Pajak hutan sebagai environmentally related taxes banyak diimplementasikan untuk mengurangi limbah dan potensi kehilangan kayu yang ditebang dari area hutan, meningkatkan penerimaan di sektor kehutanan dalam rangka pengalokasian pada belanja publik untuk manajemen kehutanan yang berkelanjutan, serta mengurangi insentif untuk deforestasi dan degradasi hutan (Climate Investment Funds, 2021; Yalibanda, 2001). Namun demikian, terlepas dari efek yang dihasilkan dari penerapan pajak hutan di negara lain, keefektifan penerapannya tetap bergantung pada kapabilitas administrasi dan sistem fungsional dari pemerintah masing-masing negara (Climate Investment Funds, 2021).

Melihat Sejauh Mana Kebijakan Fiskal di Sektor Kehutanan

Pasal 33 Undang-Undang Dasar 1945 menyatakan bahwa kawasan hutan di Indonesia berada di bawah pengelolaan negara sehingga Pemerintah Indonesia bertanggung jawab untuk mengelola sumber daya alam Indonesia demi kemakmuran rakyat sebesar-besarnya. Pemerintah dapat mengenakan berbagai jenis pungutan atas lahan dan hasil produksi kayu dari kawasan hutan yang dikelola negara, baik berupa royalti, provisi, retribusi, maupun iuran (Direktorat Penelitian dan Pengembangan, 2015).
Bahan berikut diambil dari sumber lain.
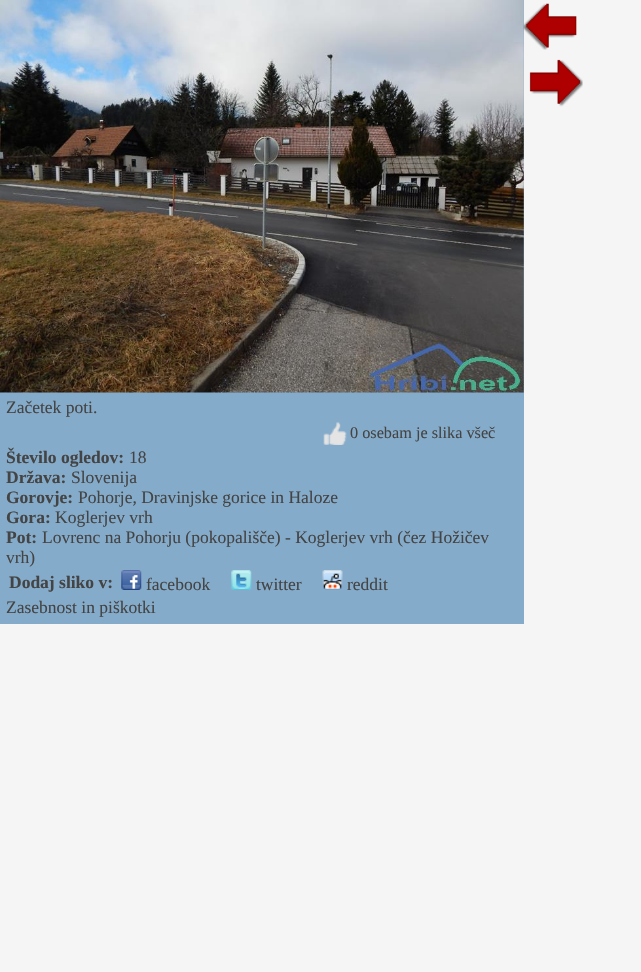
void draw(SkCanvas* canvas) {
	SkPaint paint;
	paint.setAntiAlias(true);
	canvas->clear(0xfff5f5f5);
	paint.setColor(0xff85abca);
	canvas->drawRect(SkRect::MakeXYWH(0, 0, 524, 624), paint);
	canvas->drawImageRect(SkImages::DeferredFromEncodedData(SkData::MakeFromFileName("img3.png")), SkRect::MakeXYWH(0, 0, 524, 393), SkSamplingOptions());
	canvas->drawImageRect(SkImages::DeferredFromEncodedData(SkData::MakeFromFileName("img1.png")), SkRect::MakeXYWH(523, 3, 54, 47), SkSamplingOptions());
	canvas->drawImageRect(SkImages::DeferredFromEncodedData(SkData::MakeFromFileName("img2.png")), SkRect::MakeXYWH(529, 59, 54, 48), SkSamplingOptions());
	SkFont f1(fontMgr->matchFamilyStyle("Liberation Serif", SkFontStyle::Normal()), 17.5);
	f1.setSubpixel(true);
	paint.setColor(0xff444444);
	canvas->drawString("Začetek poti.", 6, 413, f1, paint);
	canvas->drawImageRect(SkImages::DeferredFromEncodedData(SkData::MakeFromFileName("img4.png")), SkRect::MakeXYWH(323, 422, 24, 23), SkSamplingOptions());
	SkFont f2(fontMgr->matchFamilyStyle("Liberation Serif", SkFontStyle::Normal()), 16.25);
	f2.setSubpixel(true);
	canvas->drawString("0 osebam je slika všeč", 350, 438, f2, paint);
	SkFont f3(fontMgr->matchFamilyStyle("Liberation Serif", SkFontStyle::Bold()), 17.5);
	f3.setSubpixel(true);
	canvas->drawString("Število ogledov:", 6, 463, f3, paint);
	canvas->drawString("18", 129, 463, f1, paint);
	canvas->drawString("Država:", 6, 483, f3, paint);
	canvas->drawString("Slovenija", 71, 483, f1, paint);
	canvas->drawString("Gorovje:", 6, 503, f3, paint);
	canvas->drawString("Pohorje, Dravinjske gorice in Haloze", 78, 503, f1, paint);
	canvas->drawString("Gora:", 6, 523, f3, paint);
	canvas->drawString("Koglerjev vrh", 55, 523, f1, paint);
	canvas->drawString("Pot:", 6, 543, f3, paint);
	canvas->drawString("Lovrenc na Pohorju (pokopališče) - Koglerjev vrh (čez Hožičev", 42, 543, f1, paint);
	canvas->drawString("vrh)", 6, 563, f1, paint);
	canvas->drawString("Dodaj sliko v:", 9, 588, f3, paint);
	canvas->drawImageRect(SkImages::DeferredFromEncodedData(SkData::MakeFromFileName("img5.png")), SkRect::MakeXYWH(121, 570, 21, 20), SkSamplingOptions());
	canvas->drawString("facebook", 146, 590, f1, paint);
	canvas->drawImageRect(SkImages::DeferredFromEncodedData(SkData::MakeFromFileName("img6.png")), SkRect::MakeXYWH(231, 570, 21, 20), SkSamplingOptions());
	canvas->drawString("twitter", 256, 590, f1, paint);
	canvas->drawImageRect(SkImages::DeferredFromEncodedData(SkData::MakeFromFileName("img7.png")), SkRect::MakeXYWH(322, 570, 21, 20), SkSamplingOptions());
	canvas->drawString("reddit", 347, 590, f1, paint);
	canvas->drawString("Zasebnost in piškotki", 6, 613, f1, paint);
}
Pemerintah sendiri telah mengeluarkan instrumen hukum yang mengatur tentang pungutan tersebut, yaitu Peraturan Pemerintah Nomor 12 Tahun 2014 tentang Jenis dan Tarif Atas Jenis Penerimaan Negara Bukan Pajak yang Berlaku pada Kementerian Kehutanan.
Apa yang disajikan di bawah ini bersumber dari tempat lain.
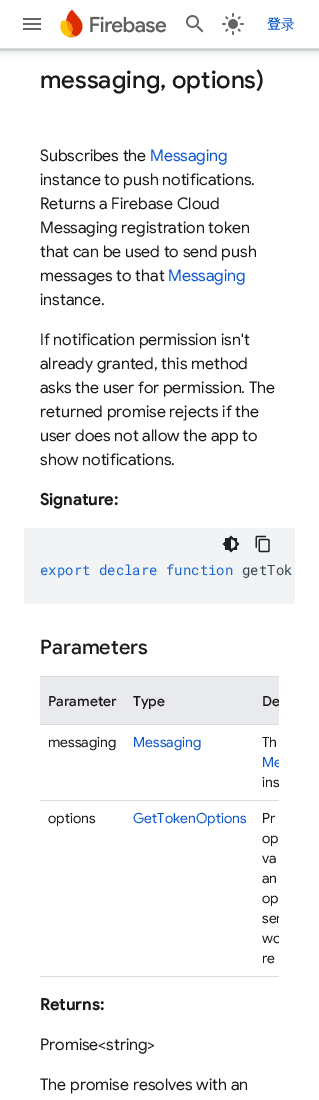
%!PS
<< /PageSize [319 1100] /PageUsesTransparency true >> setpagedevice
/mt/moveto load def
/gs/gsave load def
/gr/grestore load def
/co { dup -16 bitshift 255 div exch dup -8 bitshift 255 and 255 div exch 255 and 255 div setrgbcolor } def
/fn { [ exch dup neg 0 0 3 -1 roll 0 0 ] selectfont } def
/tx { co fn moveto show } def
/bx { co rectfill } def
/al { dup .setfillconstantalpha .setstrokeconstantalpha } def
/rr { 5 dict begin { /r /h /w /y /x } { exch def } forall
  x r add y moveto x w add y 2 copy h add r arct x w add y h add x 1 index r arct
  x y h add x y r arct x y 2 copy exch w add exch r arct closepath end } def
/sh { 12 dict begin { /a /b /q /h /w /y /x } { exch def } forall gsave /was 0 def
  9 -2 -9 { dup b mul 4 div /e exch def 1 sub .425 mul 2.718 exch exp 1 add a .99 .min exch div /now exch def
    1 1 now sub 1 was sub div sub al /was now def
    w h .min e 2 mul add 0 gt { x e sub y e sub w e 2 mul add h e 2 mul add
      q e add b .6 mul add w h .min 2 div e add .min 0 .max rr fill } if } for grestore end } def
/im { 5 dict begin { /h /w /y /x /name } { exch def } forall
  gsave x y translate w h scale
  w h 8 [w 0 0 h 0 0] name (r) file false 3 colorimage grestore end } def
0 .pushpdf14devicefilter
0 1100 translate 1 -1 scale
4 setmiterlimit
0 0 319 1100 16#FFFFFF bx
16#3C4043 co
-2 -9 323 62 0 3 .15 sh
0 -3 319 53 0 1 .3 sh
0 0 319 48 16#FFFFFF bx
0 48 319 1 16#DADCE0 bx
(media/1.raw) 23 18 18 12 im
(media/2.raw) 60 9 107 29 im
(media/3.raw) 186 15 18 18 im
(media/4.raw) 222 13 22 22 im
24 528 271 76 16#F1F3F4 bx
(media/5.raw) 222 535 18 18 im
(media/6.raw) 255 535 15 18 im
40 676 239 1 16#DADCE0 bx
40 677 239 47 16#E8EAED bx
40 724 239 1 16#DADCE0 bx
40 800 239 1 16#DADCE0 bx
40 976 239 1 16#DADCE0 bx
(登) 267 29 /NotoSansJP-Medium 14 16#0B57D0 tx
(录) 281 29 /WenQuanYiZenHei-Medium 14 16#0B57D0 tx
(messaging, options\)) 40 88 /GoogleSans-Medium 24 16#1A1A1A tx
(Subscribes the) 40 161 /GoogleSans-Regular 16 16#1A1A1A tx
(Messaging) 150 161 /GoogleSans-Regular 16 16#0B57D0 tx
(instance to push notifications.) 40 185 /GoogleSans-Regular 16 16#1A1A1A tx
(Returns a Firebase Cloud) 40 209 /GoogleSans-Regular 16 16#1A1A1A tx
(Messaging registration token) 40 233 /GoogleSans-Regular 16 16#1A1A1A tx
(that can be used to send push) 40 257 /GoogleSans-Regular 16 16#1A1A1A tx
(messages to that) 40 281 /GoogleSans-Regular 16 16#1A1A1A tx
(Messaging) 168 281 /GoogleSans-Regular 16 16#0B57D0 tx
(instance.) 40 305 /GoogleSans-Regular 16 16#1A1A1A tx
(If notification permission isn't) 40 345 /GoogleSans-Regular 16 16#1A1A1A tx
(already granted, this method) 40 369 /GoogleSans-Regular 16 16#1A1A1A tx
(asks the user for permission. The) 40 393 /GoogleSans-Regular 16 16#1A1A1A tx
(returned promise rejects if the) 40 417 /GoogleSans-Regular 16 16#1A1A1A tx
(user does not allow the app to) 40 441 /GoogleSans-Regular 16 16#1A1A1A tx
(show notifications.) 40 465 /GoogleSans-Regular 16 16#1A1A1A tx
/GoogleSans-Bold 16 fn
40 505 mt .25 0 (Signature:) ashow
(export declare function) 40 575 /RobotoMono-Regular 14 16#1967D2 tx
(getTok) 242 575 /RobotoMono-Regular 14 16#37474F tx
(Parameters) 40 654 /GoogleSans-Medium 20 16#1A1A1A tx
(Parameter) 48 706 /GoogleSans-Medium 14 16#1A1A1A tx
(Type) 133 706 /GoogleSans-Medium 14 16#1A1A1A tx
gs
40 676 239 301 rectclip
(De) 262 706 /GoogleSans-Medium 14 16#1A1A1A tx
gr
(messaging) 48 747 /GoogleSans-Regular 14 16#1A1A1A tx
(Messaging) 133 747 /GoogleSans-Regular 14 16#0B57D0 tx
(Th) 262 747 /GoogleSans-Regular 14 16#1A1A1A tx
gs
40 676 239 301 rectclip
(Me) 262 767 /GoogleSans-Regular 14 16#0B57D0 tx
gr
(ins) 262 787 /GoogleSans-Regular 14 16#1A1A1A tx
(options) 48 823 /GoogleSans-Regular 14 16#1A1A1A tx
(GetTokenOptions) 133 823 /GoogleSans-Regular 14 16#0B57D0 tx
(Pr) 262 823 /GoogleSans-Regular 14 16#1A1A1A tx
(op) 262 843 /GoogleSans-Regular 14 16#1A1A1A tx
(va) 262 863 /GoogleSans-Regular 14 16#1A1A1A tx
(an) 262 883 /GoogleSans-Regular 14 16#1A1A1A tx
(op) 262 903 /GoogleSans-Regular 14 16#1A1A1A tx
gs
40 676 239 301 rectclip
(ser) 262 923 /GoogleSans-Regular 14 16#1A1A1A tx
(wo) 262 943 /GoogleSans-Regular 14 16#1A1A1A tx
gr
(re) 262 963 /GoogleSans-Regular 14 16#1A1A1A tx
/GoogleSans-Bold 16 fn
40 1010 mt .25 0 (Returns:) ashow
(Promise<string>) 40 1050 /GoogleSans-Regular 16 16#1A1A1A tx
(The promise resolves with an) 40 1090 /GoogleSans-Regular 16 16#1A1A1A tx
.poppdf14devicefilter showpage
Salah satu penerimaan PNBP Kehutanan berasal dari dana reboisasi dan Provisi Sumber Daya Hutan (PSDH) yang dipungut dengan fungsi memulihkan kondisi hutan dan sebagai pengganti nilai intrinsik sumber daya hutan yang diproduksi. Apabila melihat laporan penerimaan PNBP Kehutanan tahun 2003 hingga 2013, lebih dari 70 persen penerimaannya diperoleh dari dana reboisasi dan 20 persennya diperoleh dari PSDH (Direktorat Penelitian dan Pengembangan, 2015). Jika pengalokasiannya sesuai dengan fungsi dari Dana Reboisasi, yaitu membiayai Rehabilitasi Hutan dan Lahan (RHL), seharusnya tutupan lahan hutan di Indonesia dapat meningkat signifikan. Hal ini sesuai dengan pernyataan Kementerian Keuangan (2021) bahwa dana reboisasi dapat digunakan di antaranya untuk (1) perlindungan dan pengamanan hutan, (2) pengembangan teknologi rehabilitasi hutan dan lahan, (3) pencegahan dan penanggulangan kebakaran hutan, (4) pengembangan perbenihan, (4) penelitian dan pengembangan, (5) pendidikan dan pelatihan, (6) penyuluhan dan pemberdayaan masyarakat setempat dalam kegiatan reboisasi hutan, pembinaan, dan (7) pengawasan dan pengendalian.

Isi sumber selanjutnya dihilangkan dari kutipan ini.